Khmer Rouge Tribunal Trial Chamber issues scheduling order for judgement in Case 002/02
The Trial Chamber in Case 002/02 concerning the Accused Nuon Chea and Khieu Samphan, notified the parties that it will announce the summary of the trial judgement on 16 November 2018 at 9:30 am in the ECCC Main Court. Nuon Chea, the deputy secretary of the Communist Party of Kampuchea and Khieu Samphan, the head of state of Democratic Kampuchea were charged with the crimes of genocide, crimes against humanity and Grave Breaches of the Geneva Conventions. The charges are based on the findings from numerous work camps, execution sites, and cooperatives as well as evidence regarding the alleged armed conflict between Democratic Kampuchea and the Socialist Republic of Vietnam.
Both accused were indicted in 2010 and due to the nature of the charges, the court decided to sever the case into several trials, bearing the title Case 002/01 and Case 002/2. In the judgment delivered in August 2014, the two were found guilty of crimes against humanity. The trial in the Case 002/02 commenced in October 2014, trying Nuon Chea and Khieu Samphan on the crimes of genocide, forced marriages, internal purges and ill-treatment of Buddhists. At the time of delivery of the judgment, the two accused will be 92 and 87 years old. (ECCC Order, ECCC Press Release)

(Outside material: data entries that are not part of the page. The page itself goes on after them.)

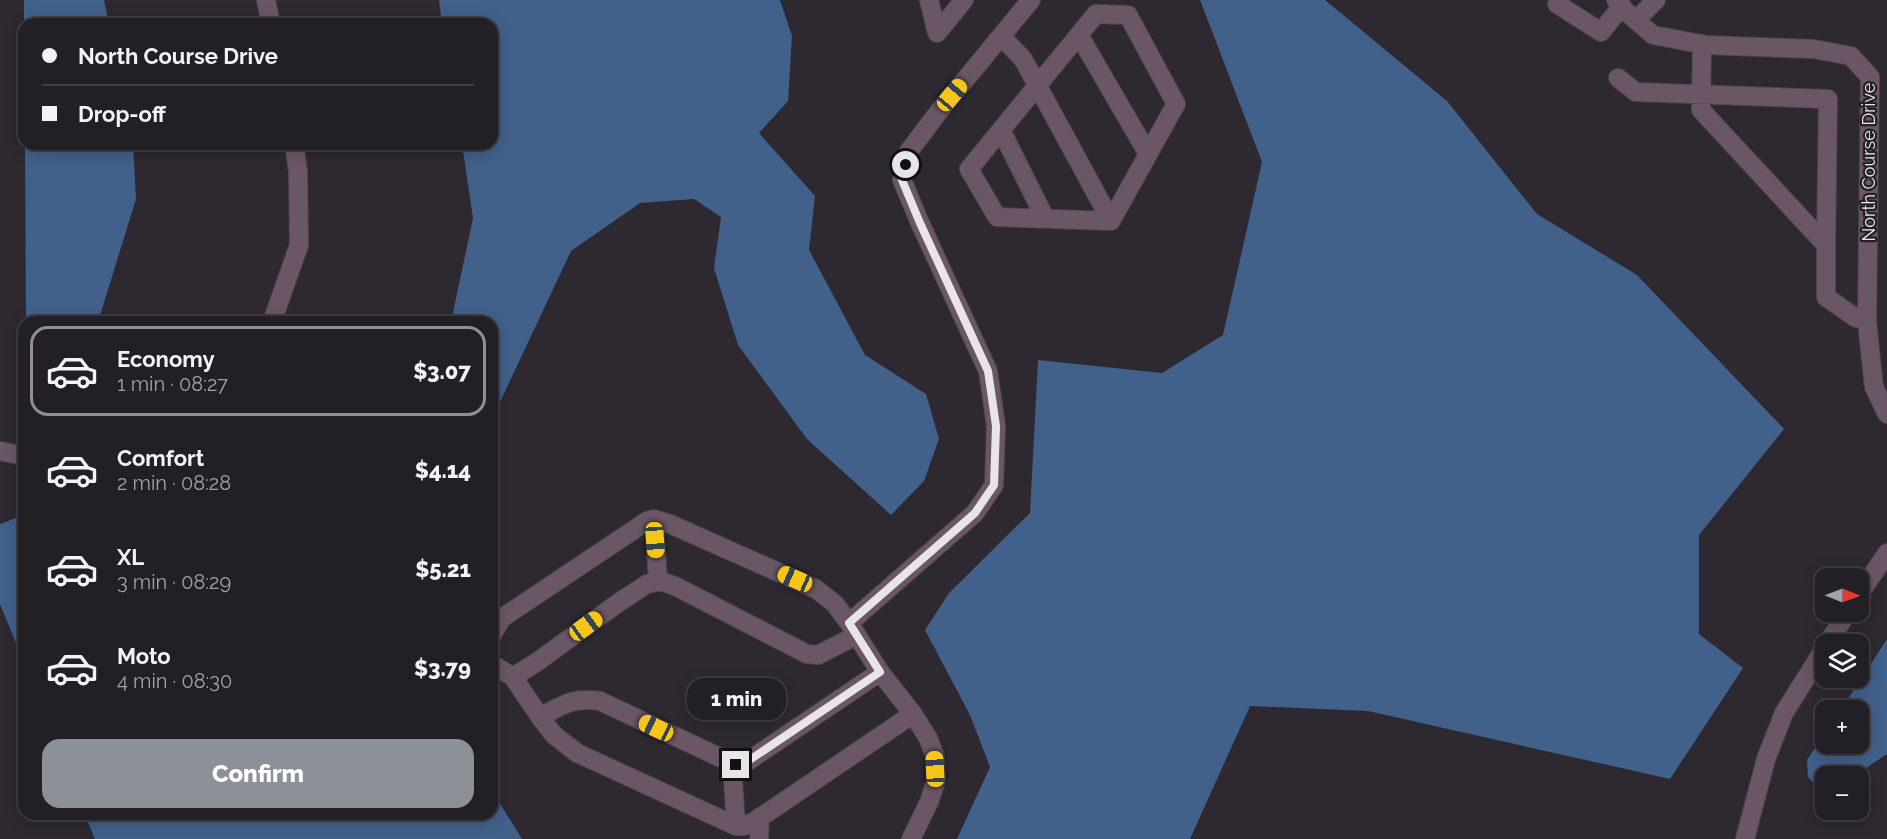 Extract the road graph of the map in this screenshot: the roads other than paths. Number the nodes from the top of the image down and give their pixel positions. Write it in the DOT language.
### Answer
graph roads {
  1 [pos="266,0"];
  2 [pos="929,0"];
  3 [pos="964,0"];
  4 [pos="1031,0"];
  5 [pos="1560,0"];
  6 [pos="1656,0"];
  7 [pos="1619,3"];
  8 [pos="270,18"];
  9 [pos="1636,20"];
  10 [pos="1079,35"];
  11 [pos="1002,37"];
  12 [pos="1702,44"];
  13 [pos="1618,78"];
  14 [pos="1037,85"];
  15 [pos="1701,94"];
  16 [pos="1001,130"];
  17 [pos="295,150"];
  18 [pos="1148,154"];
  19 [pos="1045,218"];
  20 [pos="1111,221"];
  21 [pos="1826,245"];
  22 [pos="274,316"];
  23 [pos="1867,318"];
  24 [pos="1887,414"];
  25 [pos="0,451"];
  26 [pos="18,455"];
  27 [pos="654,519"];
  28 [pos="1887,553"];
  29 [pos="1869,580"];
  30 [pos="658,582"];
  31 [pos="498,625"];
  32 [pos="853,629"];
  33 [pos="1815,664"];
  34 [pos="498,668"];
  35 [pos="880,672"];
  36 [pos="513,677"];
  37 [pos="912,714"];
  38 [pos="540,717"];
  39 [pos="732,764"];
  40 [pos="760,817"];
  41 [pos="728,828"];
  42 [pos="759,839"];
  43 [pos="911,839"];
  44 [pos="1745,839"];
  1 -- 8 [label="street"];
  2 -- 3 [label="street"];
  4 -- 11 [label="street"];
  5 -- 7 [label="street"];
  6 -- 9 [label="street"];
  7 -- 9 [label="street, North Course Drive"];
  9 -- 12 [label="street, North Course Drive"];
  10 -- 14 [label="street"];
  10 -- 18 [label="street"];
  10 -- 18 [label="street"];
  11 -- 14 [label="street"];
  11 -- 32 [label="street"];
  12 -- 15 [label="street"];
  12 -- 23 [label="street, North Course Drive"];
  13 -- 15 [label="street"];
  14 -- 16 [label="street"];
  14 -- 20 [label="street"];
  15 -- 21 [label="street"];
  15 -- 21 [label="street"];
  16 -- 19 [label="street"];
  16 -- 19 [label="street"];
  17 -- 22 [label="street"];
  18 -- 20 [label="street"];
  19 -- 20 [label="street"];
  21 -- 23 [label="street"];
  23 -- 24 [label="street, North Course Drive"];
  25 -- 26 [label="street"];
  27 -- 30 [label="street"];
  27 -- 31 [label="street"];
  27 -- 32 [label="street"];
  28 -- 29 [label="street"];
  30 -- 32 [label="street"];
  30 -- 36 [label="street"];
  32 -- 35 [label="street"];
  33 -- 44 [label="street"];
  34 -- 36 [label="street"];
  35 -- 37 [label="street"];
  35 -- 39 [label="street"];
  36 -- 38 [label="street"];
  37 -- 40 [label="street"];
  37 -- 43 [label="street"];
  38 -- 39 [label="street"];
  38 -- 41 [label="street"];
  39 -- 41 [label="street"];
  40 -- 41 [label="street"];
  40 -- 42 [label="street"];
}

Five South American countries and Canada ask ICC to probe Venezuela
In a historic move, Canada is joining with five South American countries to formally refer the situation in Venezuela to the International Criminal Court. Argentina, Colombia, Paraguay, Chile and Peru expressed their decision to refer Venezuela to the ICC in August 2018 after a panel of international independent experts appointed by the Organisation of American States released its report documenting alleged crimes in May 2018. The referral to the ICC was signed by the six countries on 26 September 2018, in the UN Headquarters in New York. This is the first time a member state has referred the situation in another country to the ICC.
Venezuela, the first South American country to join the ICC, has been caught up in a humanitarian and socio-economic crisis since at least the beginning of 2014. According to the OAS report, more than 12,000 people have been arbitrarily detained. The investigations identified over 8,292 extrajudicial killings since 2015, all of which may constitute crimes against humanity under Article 7 of the Rome Statute. The report implicated high-ranking security as well as political officials in these crimes.The ICC Prosecutor opened a preliminary examination into the situation in Venezuela on 8 February 2018. The scope of the preliminary examination includes allegations that the State security forces have used excessive force to repress demonstrations and arrest and detain opposition members since August 2017. (CBC)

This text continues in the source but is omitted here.